We were hoping that after his successful resection in March 2008 and after 18 months of him being and looking so healthy that we had beat the cancer. But, Alas it was not to be. In Nov of 2009, he started turning yellow. His oncologist gave him 6 months. But he fought successfully and lived another two years. Almost exactly 2 years to the day when he started to turn yellow and I knew something was wrong. It was Thanksgiving day, 2009. And he passed onto his heavenly journey just 4 days before Thanksgiving 2011. The 2nd day of the big Wisconsin Deer Hunting Season. I know he's up there in Heaven with Jesus holding him in his arms. And he's already healed again and whole and hunting with his nephew who passed away in 2008 during deer hunting season.
He will be sadly missed my all his blended family, 7 Children, 15 grandchildren, many nieces and nephews, sisters, brothers in law, sisters in law and many, many friends. And all of his CC family from this board.
As like Teddy does for Lainy, he has already given me a sign that he made is safely. The lights in the 4 season room where he spent most of his time in the last two years, flickered off, on, off, on - but only that light. I know it was his sign for I asked him to send me one.
His journey was rough for him, but he fought so hard because he didn't want to leave me. I hope one day see his picture on the faces of cholangiocarcinoma page. I submitted it two years ago and maybe it got lost.

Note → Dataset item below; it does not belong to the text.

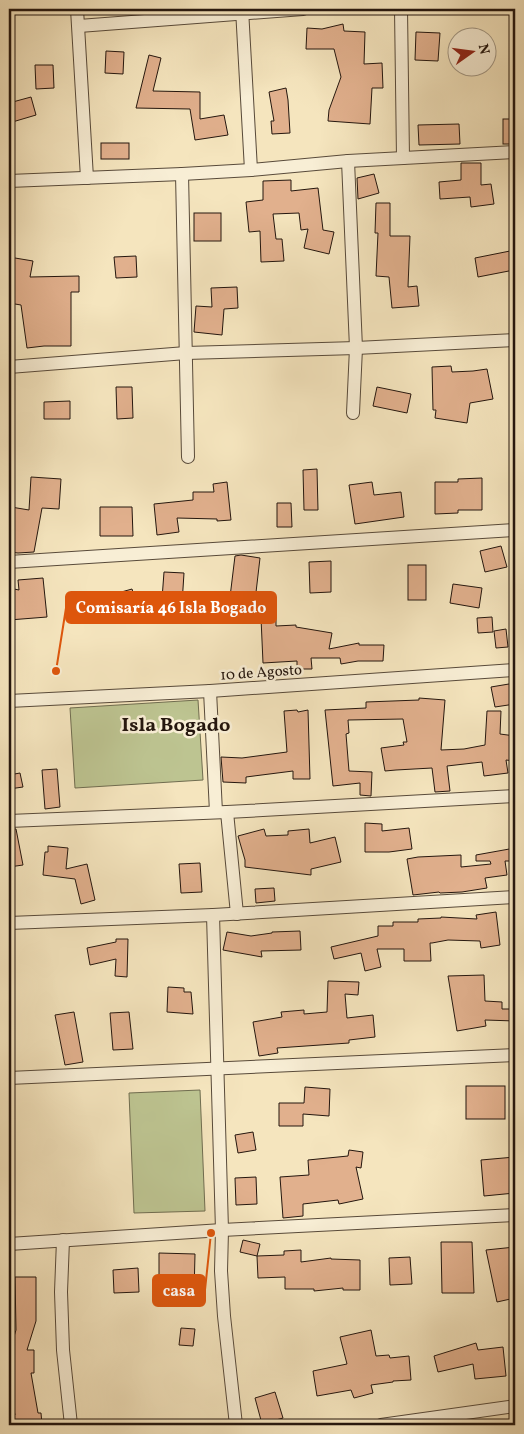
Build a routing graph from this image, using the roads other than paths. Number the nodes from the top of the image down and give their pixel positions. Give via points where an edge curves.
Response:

I sit here in Tom's recliner, now my favorite place to sit with his little sidekick and namesake slumbering beside me and I feel at peace. I know the worst is yet to come with the wake today and the funeral tomorrow. These next two days will certainly take their toll on me.
For the rest of you, continue your fight and I hope you win, be couragous and for my Tommy and all of you I pray that one day, we will find a cure for this horrible cancer that is taking more and more of our loved ones.
Go with God my Tommy, Soar away, fly away on Eagles Wings!